1. Field of the Invention

The present invention discloses a well safety system with two surface controlled subsurface safety valves.

2. Description of Related Art

Gas storage wells are frequently located in depleted hydrocarbon reservoirs at a relatively shallow depth less than five thousand feet. Common characteristics of gas storage wells are relatively low flowing pressures, less than three thousand psi, a large unrestricted flow area and high flow rates with frequent variations in the flow. Examples of subsurface safety valves particularly adapted for use in gas storage wells are shown in U.S. Pat. Nos. 3,481,362; 3,459,260; and 3,491,831. Each of these patents was invented by William W. Dollison and assigned to Otis Engineering Corporation.

Well safety systems with two downhole safety valves have been used from time to time. An example of such a two valve system is shown in U.S. Pat. No. 4,469,179. Normally well safety systems have only one downhole valve, either a direct acting safety valve such as shown in U.S. Pat. No. 4,339,001 or a surface controlled subsurface safety valve such as shown in U.S. Pat. No. 4,201,363.

Subsurface safety valves typically have either a ball, flapper, or poppet type valve closure mechanism as shown in U.S. Pat. No. 3,860,066. However, downhole valves with sliding sleeve type valve closures are known. U.S. Pat. No. 4,624,310 discloses a well safety system with a vent valve that has several characteristics in common with the annulus flow safety valve of the present invention.

The alternative flow paths provided by this invention are similar in some respects to downhole safety systems having "block and kill" valves. An example of such a safety system is shown in U.S. Pat. No. 4,566,478 invented by Thomas M. Deaton.

The above referenced patents are incorporated by reference for all purposes within this application.

SUMMARY OF THE INVENTION

The present invention discloses a downhole safety system which allows for maximum flow from a gas storage well and provides alternative flow paths for gas injection and kill fluid injection. Also, the safety system allows periodic measurement of bottom hole pressure and temperature.

The downhole safety system has two surface controlled subsurface safety valves. The first valve controls fluid communication via a tubing string which extends from the well surface to an underground reservoir or formation. The second valve controls fluid communication between the bore of the tubing string and the annulus defined by the exterior of the tubing and the interior of the casing string.

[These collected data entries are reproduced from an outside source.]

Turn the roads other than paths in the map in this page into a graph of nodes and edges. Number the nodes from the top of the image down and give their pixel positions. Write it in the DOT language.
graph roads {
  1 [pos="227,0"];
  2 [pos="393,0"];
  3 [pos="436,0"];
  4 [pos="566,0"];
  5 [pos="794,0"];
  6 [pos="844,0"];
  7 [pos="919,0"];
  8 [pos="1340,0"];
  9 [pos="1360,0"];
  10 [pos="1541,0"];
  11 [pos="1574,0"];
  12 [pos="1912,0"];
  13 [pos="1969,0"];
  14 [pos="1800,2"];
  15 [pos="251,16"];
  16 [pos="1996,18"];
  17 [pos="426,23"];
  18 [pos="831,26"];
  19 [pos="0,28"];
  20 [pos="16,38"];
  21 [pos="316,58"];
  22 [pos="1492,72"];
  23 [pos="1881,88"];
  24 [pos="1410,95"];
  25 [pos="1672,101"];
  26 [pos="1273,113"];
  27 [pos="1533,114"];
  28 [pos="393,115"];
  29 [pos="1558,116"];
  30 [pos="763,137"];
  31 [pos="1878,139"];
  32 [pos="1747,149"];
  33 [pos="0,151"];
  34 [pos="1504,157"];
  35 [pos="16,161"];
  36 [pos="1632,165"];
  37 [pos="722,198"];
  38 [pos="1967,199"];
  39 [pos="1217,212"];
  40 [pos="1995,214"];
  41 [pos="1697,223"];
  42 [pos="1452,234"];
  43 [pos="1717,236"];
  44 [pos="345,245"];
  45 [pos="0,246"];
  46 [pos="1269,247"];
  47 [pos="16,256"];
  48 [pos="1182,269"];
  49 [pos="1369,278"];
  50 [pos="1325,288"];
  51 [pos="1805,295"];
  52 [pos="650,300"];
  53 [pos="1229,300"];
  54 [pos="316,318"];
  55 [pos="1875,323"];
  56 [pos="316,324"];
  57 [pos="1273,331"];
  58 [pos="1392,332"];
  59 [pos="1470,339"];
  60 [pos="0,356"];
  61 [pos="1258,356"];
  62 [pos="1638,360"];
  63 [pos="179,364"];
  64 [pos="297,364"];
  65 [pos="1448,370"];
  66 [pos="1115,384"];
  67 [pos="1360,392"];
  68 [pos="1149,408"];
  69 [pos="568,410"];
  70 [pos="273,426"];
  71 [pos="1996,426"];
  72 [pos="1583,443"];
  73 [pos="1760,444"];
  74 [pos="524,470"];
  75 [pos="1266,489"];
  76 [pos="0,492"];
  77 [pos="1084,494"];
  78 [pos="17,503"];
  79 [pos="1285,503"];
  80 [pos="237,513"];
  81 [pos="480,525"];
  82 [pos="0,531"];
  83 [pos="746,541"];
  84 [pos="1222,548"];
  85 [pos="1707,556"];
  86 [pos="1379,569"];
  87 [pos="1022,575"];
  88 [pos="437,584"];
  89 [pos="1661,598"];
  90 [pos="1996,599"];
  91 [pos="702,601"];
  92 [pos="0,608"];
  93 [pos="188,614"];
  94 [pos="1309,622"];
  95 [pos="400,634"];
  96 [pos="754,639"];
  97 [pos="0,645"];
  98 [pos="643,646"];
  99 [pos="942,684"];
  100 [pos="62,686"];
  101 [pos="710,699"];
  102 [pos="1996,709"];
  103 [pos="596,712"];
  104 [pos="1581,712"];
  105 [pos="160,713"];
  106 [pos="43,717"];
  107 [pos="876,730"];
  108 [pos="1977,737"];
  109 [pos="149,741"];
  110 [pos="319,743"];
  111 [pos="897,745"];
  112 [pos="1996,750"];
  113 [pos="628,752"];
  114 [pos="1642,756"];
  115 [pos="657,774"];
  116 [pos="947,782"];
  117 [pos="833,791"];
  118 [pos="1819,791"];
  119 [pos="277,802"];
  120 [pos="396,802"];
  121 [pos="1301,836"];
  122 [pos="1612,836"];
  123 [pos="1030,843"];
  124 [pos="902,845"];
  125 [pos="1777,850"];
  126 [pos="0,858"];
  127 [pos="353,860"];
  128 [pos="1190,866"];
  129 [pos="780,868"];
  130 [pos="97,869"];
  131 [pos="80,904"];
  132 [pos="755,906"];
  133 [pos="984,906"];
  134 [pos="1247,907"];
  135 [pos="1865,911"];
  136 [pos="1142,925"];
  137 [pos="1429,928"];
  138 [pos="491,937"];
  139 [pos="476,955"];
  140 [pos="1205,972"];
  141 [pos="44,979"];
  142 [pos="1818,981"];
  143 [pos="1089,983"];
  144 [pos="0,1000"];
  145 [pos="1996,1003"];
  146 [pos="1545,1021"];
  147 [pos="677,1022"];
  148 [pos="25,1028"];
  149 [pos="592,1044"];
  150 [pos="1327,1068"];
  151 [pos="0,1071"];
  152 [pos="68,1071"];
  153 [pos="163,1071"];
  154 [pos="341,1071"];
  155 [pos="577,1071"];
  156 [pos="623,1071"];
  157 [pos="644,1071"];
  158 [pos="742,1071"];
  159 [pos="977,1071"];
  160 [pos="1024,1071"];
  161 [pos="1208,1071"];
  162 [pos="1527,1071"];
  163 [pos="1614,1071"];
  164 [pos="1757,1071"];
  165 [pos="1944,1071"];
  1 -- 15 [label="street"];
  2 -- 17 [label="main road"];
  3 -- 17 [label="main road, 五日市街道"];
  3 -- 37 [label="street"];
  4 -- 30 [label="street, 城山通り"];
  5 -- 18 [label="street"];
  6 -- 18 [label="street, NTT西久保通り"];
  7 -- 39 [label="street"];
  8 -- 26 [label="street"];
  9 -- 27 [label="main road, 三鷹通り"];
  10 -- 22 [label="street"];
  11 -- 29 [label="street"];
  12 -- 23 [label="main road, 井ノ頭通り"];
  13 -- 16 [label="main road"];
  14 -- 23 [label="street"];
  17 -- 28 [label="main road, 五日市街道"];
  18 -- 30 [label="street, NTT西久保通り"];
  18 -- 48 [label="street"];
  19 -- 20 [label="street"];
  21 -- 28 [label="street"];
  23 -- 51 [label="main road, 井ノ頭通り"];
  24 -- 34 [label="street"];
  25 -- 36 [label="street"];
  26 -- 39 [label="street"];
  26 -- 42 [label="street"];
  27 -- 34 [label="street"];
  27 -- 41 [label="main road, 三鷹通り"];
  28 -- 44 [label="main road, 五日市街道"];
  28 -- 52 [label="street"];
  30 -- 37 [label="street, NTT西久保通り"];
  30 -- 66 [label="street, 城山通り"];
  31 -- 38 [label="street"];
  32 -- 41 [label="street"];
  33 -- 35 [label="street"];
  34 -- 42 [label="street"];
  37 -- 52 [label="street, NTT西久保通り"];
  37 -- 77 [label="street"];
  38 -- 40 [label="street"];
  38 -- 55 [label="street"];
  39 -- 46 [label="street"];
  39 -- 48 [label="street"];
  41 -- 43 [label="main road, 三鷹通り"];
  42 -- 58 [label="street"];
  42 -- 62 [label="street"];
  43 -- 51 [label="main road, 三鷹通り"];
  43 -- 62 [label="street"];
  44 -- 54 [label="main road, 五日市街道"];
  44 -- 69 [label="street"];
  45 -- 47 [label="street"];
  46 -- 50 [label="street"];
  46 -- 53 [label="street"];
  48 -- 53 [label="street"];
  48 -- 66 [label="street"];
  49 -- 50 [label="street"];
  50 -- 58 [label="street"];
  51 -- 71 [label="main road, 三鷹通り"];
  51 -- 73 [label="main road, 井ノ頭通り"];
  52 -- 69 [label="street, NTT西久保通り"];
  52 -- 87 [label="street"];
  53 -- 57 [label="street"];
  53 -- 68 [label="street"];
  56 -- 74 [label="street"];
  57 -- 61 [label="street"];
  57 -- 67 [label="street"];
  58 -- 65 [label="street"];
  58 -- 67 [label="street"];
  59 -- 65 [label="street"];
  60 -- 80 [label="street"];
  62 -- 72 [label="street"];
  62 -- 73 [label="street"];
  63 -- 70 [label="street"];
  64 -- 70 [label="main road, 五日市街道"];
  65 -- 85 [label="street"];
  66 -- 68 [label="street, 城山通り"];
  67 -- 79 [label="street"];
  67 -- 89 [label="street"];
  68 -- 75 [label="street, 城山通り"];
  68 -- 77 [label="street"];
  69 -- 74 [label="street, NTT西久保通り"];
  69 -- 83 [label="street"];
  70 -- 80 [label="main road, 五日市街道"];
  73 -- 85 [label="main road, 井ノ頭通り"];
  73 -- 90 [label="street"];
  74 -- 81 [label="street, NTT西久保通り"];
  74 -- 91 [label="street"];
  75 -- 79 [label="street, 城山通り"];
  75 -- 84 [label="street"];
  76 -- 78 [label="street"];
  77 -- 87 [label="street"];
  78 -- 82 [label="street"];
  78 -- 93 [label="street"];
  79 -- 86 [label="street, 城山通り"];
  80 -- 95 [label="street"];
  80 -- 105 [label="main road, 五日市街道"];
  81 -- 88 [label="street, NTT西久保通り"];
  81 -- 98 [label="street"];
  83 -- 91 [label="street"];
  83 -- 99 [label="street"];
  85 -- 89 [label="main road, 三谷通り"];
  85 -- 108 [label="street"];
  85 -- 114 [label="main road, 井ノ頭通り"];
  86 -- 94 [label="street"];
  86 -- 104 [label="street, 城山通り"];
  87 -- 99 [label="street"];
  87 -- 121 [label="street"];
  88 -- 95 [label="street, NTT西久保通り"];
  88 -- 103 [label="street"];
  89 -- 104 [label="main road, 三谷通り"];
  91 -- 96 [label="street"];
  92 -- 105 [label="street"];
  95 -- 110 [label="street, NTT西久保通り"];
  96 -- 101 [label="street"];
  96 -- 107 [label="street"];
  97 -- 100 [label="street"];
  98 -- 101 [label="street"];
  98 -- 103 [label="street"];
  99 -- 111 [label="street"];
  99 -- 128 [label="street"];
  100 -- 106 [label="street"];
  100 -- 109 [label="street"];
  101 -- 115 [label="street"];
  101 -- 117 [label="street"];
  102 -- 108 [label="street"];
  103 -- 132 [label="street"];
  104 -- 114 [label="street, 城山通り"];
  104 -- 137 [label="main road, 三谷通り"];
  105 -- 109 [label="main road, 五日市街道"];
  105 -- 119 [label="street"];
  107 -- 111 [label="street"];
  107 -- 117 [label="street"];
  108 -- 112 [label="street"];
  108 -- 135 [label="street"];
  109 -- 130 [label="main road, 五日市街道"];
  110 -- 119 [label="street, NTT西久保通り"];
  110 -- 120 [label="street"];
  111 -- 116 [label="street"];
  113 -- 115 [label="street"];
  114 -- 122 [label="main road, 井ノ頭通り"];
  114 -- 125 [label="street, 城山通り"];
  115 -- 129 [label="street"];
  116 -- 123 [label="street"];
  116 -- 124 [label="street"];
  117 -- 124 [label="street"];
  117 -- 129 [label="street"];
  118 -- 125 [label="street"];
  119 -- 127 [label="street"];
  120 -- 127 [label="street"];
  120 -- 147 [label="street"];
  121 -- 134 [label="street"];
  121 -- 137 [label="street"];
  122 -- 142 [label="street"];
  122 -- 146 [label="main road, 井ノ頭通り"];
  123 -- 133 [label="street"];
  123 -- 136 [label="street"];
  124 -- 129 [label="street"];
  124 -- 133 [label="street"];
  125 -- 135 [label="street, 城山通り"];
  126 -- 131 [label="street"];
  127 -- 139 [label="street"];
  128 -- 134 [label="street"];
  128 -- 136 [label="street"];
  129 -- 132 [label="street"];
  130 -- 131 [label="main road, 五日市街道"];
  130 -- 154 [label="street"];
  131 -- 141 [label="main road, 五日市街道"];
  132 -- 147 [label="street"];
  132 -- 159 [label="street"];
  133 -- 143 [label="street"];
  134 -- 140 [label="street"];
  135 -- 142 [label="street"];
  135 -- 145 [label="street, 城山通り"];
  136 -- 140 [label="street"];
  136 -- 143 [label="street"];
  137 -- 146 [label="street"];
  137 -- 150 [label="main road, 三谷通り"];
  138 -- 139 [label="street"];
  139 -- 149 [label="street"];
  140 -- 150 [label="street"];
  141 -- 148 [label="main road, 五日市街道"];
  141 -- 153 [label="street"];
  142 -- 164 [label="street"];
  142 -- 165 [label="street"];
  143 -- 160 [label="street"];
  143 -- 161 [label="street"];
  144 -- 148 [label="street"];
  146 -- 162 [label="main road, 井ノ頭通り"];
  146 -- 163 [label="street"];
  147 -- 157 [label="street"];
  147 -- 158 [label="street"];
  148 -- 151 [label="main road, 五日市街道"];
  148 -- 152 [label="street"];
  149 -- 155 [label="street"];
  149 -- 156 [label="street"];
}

Additional objects and advantages of the present invention will be readily apparent to those skilled in the art from reading the following written description in conjunction with the drawings and claims.

BRIEF DESCRIPTION OF THE DRAWINGS

FIG. 1 is a schematic view, partially in section and partially in elevation, showing a subsurface well safety system embodying the present invention.

FIGS. 2A, 2B and 2C are drawings, partially in section and partially in elevation, showing an annulus flow safety valve in its first, closed position.

FIG. 3 is a drawing, partially in section and partially in elevation, showing the annulus flow safety valve of FIG. 2C in its second, open position.

FIG. 4 is a drawing, partially in section and partially in elevation with portions broken away, showing the annulus flow safety valve of FIG. 2C in its third, emergency kill position.

FIG. 5 is a drawing in section along line 5--5 of FIG. 2C.

FIG. 6 is a drawing in section along line 6--6 of FIG. 2C.

FIG. 7 is a schematic view, partially in section and partially in elevation with portions broken away, showing a typical wellhead associated with the subsurface well safety system of FIG. 1.

FIG. 8 is a drawing, partially in section and partially in elevation, showing a J-latch and lug to releasably engage a tubing string with a well packer.

DESCRIPTION OF THE PREFERRED EMBODIMENT

Referring to FIGS. 1 and 7, well completion 20 includes casing string 28 extending from wellhead 23 to hydrocarbon producing formation 25. Tubing string 21 is concentrically disposed within casing 28 and extends from wellhead 23 through well packer 22 which seals between tubing string 21 and casing 28. Packer 22 restricts fluid communication through well bore 26 defined in part by the inside diameter of casing 28. Perforations 24 through casing 28 communicate fluids between well bore 26 and formation 25. Packer 22 is located above perforations 24 to direct fluid communication between wellhead 23 and formation 25 through at least a portion of tubing string 21. Flow control valves 30, 31, and 32 at the well surface control fluid communication with tubing string 21. Various well servicing operations may be carried out through wellhead 23 and tubing string 21 such as bottom hole temperature and pressure surveys.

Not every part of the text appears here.